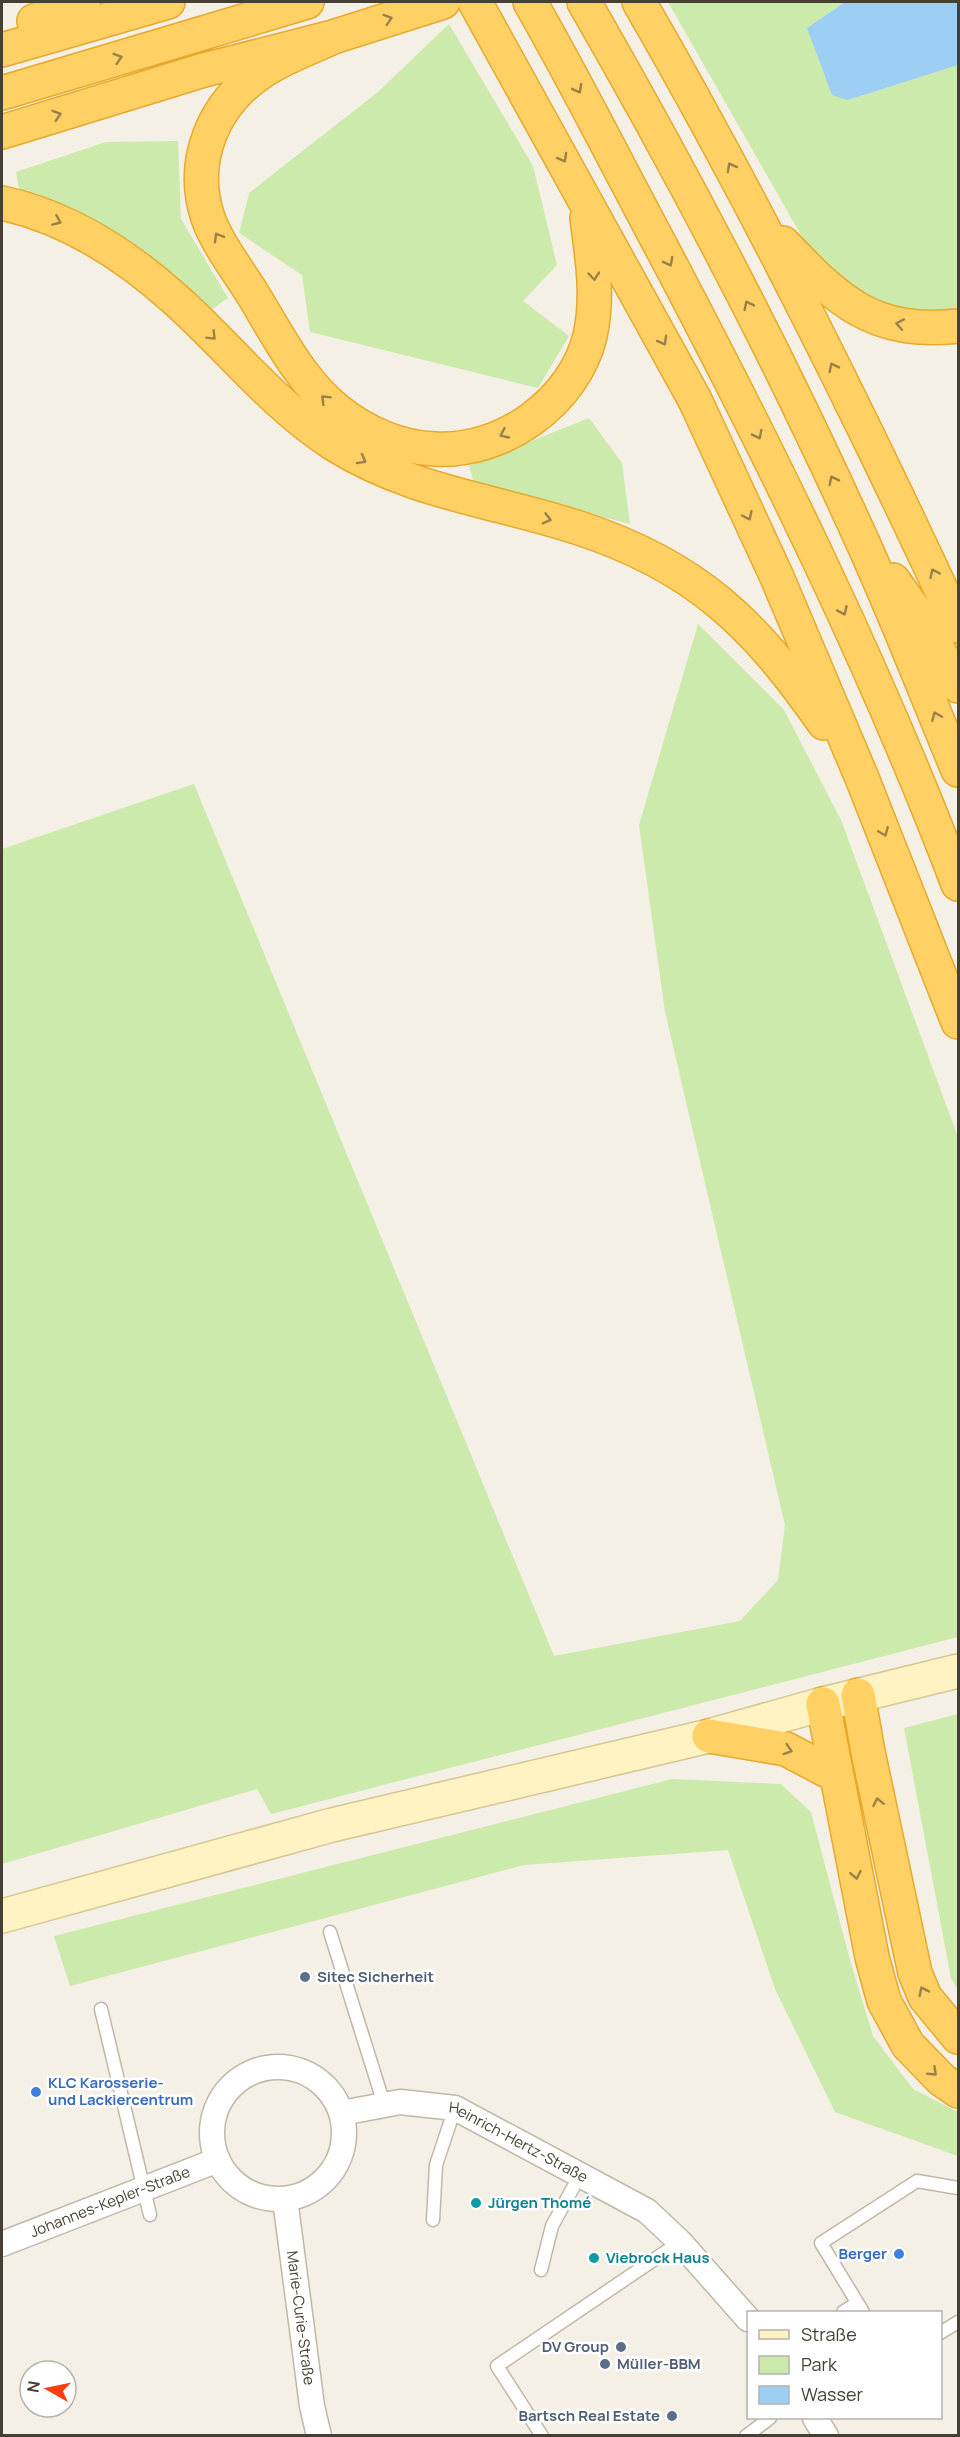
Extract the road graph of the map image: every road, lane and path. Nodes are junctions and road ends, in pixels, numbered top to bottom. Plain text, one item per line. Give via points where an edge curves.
1 (83, 2) edge
2 (168, 2) edge
3 (307, 2) edge
4 (442, 2) edge
5 (475, 2) edge
6 (530, 2) edge
7 (641, 5) edge
8 (591, 13) edge
9 (2, 34) edge
10 (333, 36) junction
11 (2, 50) edge
12 (2, 93) edge
13 (2, 132) edge
14 (584, 198) junction
15 (2, 203) edge
16 (760, 218) junction
17 (958, 326) edge
18 (859, 533) junction
19 (958, 626) edge
20 (958, 686) edge
21 (958, 770) edge
22 (862, 778) junction
23 (958, 884) edge
24 (958, 1022) edge
25 (958, 1671) edge
26 (858, 1695) junction
27 (823, 1704) junction
28 (710, 1736) junction
29 (837, 1776) junction
30 (2, 1916) edge
31 (330, 1932) dead end
32 (101, 2009) dead end
33 (958, 2037) edge
34 (958, 2091) edge
35 (384, 2104) junction
36 (455, 2108) junction
37 (342, 2113) junction
38 (218, 2160) junction
39 (580, 2175) junction
40 (958, 2188) edge
41 (143, 2191) junction
42 (285, 2199) junction
43 (150, 2215) dead end
44 (433, 2220) dead end
45 (680, 2242) junction
46 (2, 2244) edge
47 (541, 2270) dead end
48 (860, 2308) edge
49 (747, 2318) edge
50 (958, 2322) edge
51 (942, 2332) edge
52 (770, 2419) edge
53 (816, 2419) edge
54 (319, 2436) edge
55 (542, 2436) edge
56 (746, 2436) edge
57 (826, 2436) edge

1 - 9 highway
2 - 11 highway
12 -> 3 highway
10 -> 4 highway
5 -> 14 highway
6 -> 23 highway via 737,390 812,546 935,822
16 -> 7 highway
18 -> 8 highway via 745,298
13 -> 10 highway via 204,70
14 -> 10 highway via 595,282 590,337 567,386 549,405 508,432 460,447 406,445 358,425 338,411 298,368 215,232 202,186 208,134 229,102 264,70
14 -> 22 highway via 695,400 776,575
15 -> 22 highway via 60,222 137,269 175,299 297,418 357,457 428,489 616,541 657,560 708,593 741,619 786,669
17 -> 16 highway via 893,323 848,304 824,286
19 -> 16 highway
18 - 20 highway via 923,622
21 -> 18 highway
22 -> 24 highway
25 - 26 main road
26 - 27 main road
33 -> 26 highway via 925,1997 915,1973
27 - 28 main road
27 - 29 highway
28 -> 29 highway via 786,1749
28 - 30 main road via 332,1825
29 -> 34 highway via 884,2001 908,2045
31 - 35 lane
32 - 41 lane
35 - 36 street, Heinrich-Hertz-Straße
35 - 37 street, Heinrich-Hertz-Straße
36 - 39 street, Heinrich-Hertz-Straße
36 - 44 lane via 436,2165
37 - 38 street via 332,2094 317,2079 297,2069 255,2071 222,2098 214,2118 212,2139
37 - 42 street via 342,2152 333,2169 304,2194
38 - 41 street, Johannes-Kepler-Straße
38 - 42 street via 229,2177 245,2190 264,2198
39 - 45 street, Heinrich-Hertz-Straße via 648,2211
39 - 47 lane via 552,2226
40 - 48 lane via 917,2181 821,2243
41 - 43 lane
41 - 46 street, Johannes-Kepler-Straße
42 - 54 street, Marie-Curie-Straße
45 - 49 street, Heinrich-Hertz-Straße
45 - 55 lane via 497,2366
50 - 51 lane
52 - 56 lane
53 - 57 street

Exercise brief>
Copy all of the entries verbatim, leaving out any pictures they contain.

Solution to this exercise>
Extract the road graph of the map image: every road, lane and path. Nodes are junctions and road ends, in pixels, numbered top to bottom. Plain text, one item per line. Give via points where an edge curves.
1 (83, 2) edge
2 (168, 2) edge
3 (307, 2) edge
4 (442, 2) edge
5 (475, 2) edge
6 (530, 2) edge
7 (641, 5) edge
8 (591, 13) edge
9 (2, 34) edge
10 (333, 36) junction
11 (2, 50) edge
12 (2, 93) edge
13 (2, 132) edge
14 (584, 198) junction
15 (2, 203) edge
16 (760, 218) junction
17 (958, 326) edge
18 (859, 533) junction
19 (958, 626) edge
20 (958, 686) edge
21 (958, 770) edge
22 (862, 778) junction
23 (958, 884) edge
24 (958, 1022) edge
25 (958, 1671) edge
26 (858, 1695) junction
27 (823, 1704) junction
28 (710, 1736) junction
29 (837, 1776) junction
30 (2, 1916) edge
31 (330, 1932) dead end
32 (101, 2009) dead end
33 (958, 2037) edge
34 (958, 2091) edge
35 (384, 2104) junction
36 (455, 2108) junction
37 (342, 2113) junction
38 (218, 2160) junction
39 (580, 2175) junction
40 (958, 2188) edge
41 (143, 2191) junction
42 (285, 2199) junction
43 (150, 2215) dead end
44 (433, 2220) dead end
45 (680, 2242) junction
46 (2, 2244) edge
47 (541, 2270) dead end
48 (860, 2308) edge
49 (747, 2318) edge
50 (958, 2322) edge
51 (942, 2332) edge
52 (770, 2419) edge
53 (816, 2419) edge
54 (319, 2436) edge
55 (542, 2436) edge
56 (746, 2436) edge
57 (826, 2436) edge

1 - 9 highway
2 - 11 highway
12 -> 3 highway
10 -> 4 highway
5 -> 14 highway
6 -> 23 highway via 737,390 812,546 935,822
16 -> 7 highway
18 -> 8 highway via 745,298
13 -> 10 highway via 204,70
14 -> 10 highway via 595,282 590,337 567,386 549,405 508,432 460,447 406,445 358,425 338,411 298,368 215,232 202,186 208,134 229,102 264,70
14 -> 22 highway via 695,400 776,575
15 -> 22 highway via 60,222 137,269 175,299 297,418 357,457 428,489 616,541 657,560 708,593 741,619 786,669
17 -> 16 highway via 893,323 848,304 824,286
19 -> 16 highway
18 - 20 highway via 923,622
21 -> 18 highway
22 -> 24 highway
25 - 26 main road
26 - 27 main road
33 -> 26 highway via 925,1997 915,1973
27 - 28 main road
27 - 29 highway
28 -> 29 highway via 786,1749
28 - 30 main road via 332,1825
29 -> 34 highway via 884,2001 908,2045
31 - 35 lane
32 - 41 lane
35 - 36 street, Heinrich-Hertz-Straße
35 - 37 street, Heinrich-Hertz-Straße
36 - 39 street, Heinrich-Hertz-Straße
36 - 44 lane via 436,2165
37 - 38 street via 332,2094 317,2079 297,2069 255,2071 222,2098 214,2118 212,2139
37 - 42 street via 342,2152 333,2169 304,2194
38 - 41 street, Johannes-Kepler-Straße
38 - 42 street via 229,2177 245,2190 264,2198
39 - 45 street, Heinrich-Hertz-Straße via 648,2211
39 - 47 lane via 552,2226
40 - 48 lane via 917,2181 821,2243
41 - 43 lane
41 - 46 street, Johannes-Kepler-Straße
42 - 54 street, Marie-Curie-Straße
45 - 49 street, Heinrich-Hertz-Straße
45 - 55 lane via 497,2366
50 - 51 lane
52 - 56 lane
53 - 57 street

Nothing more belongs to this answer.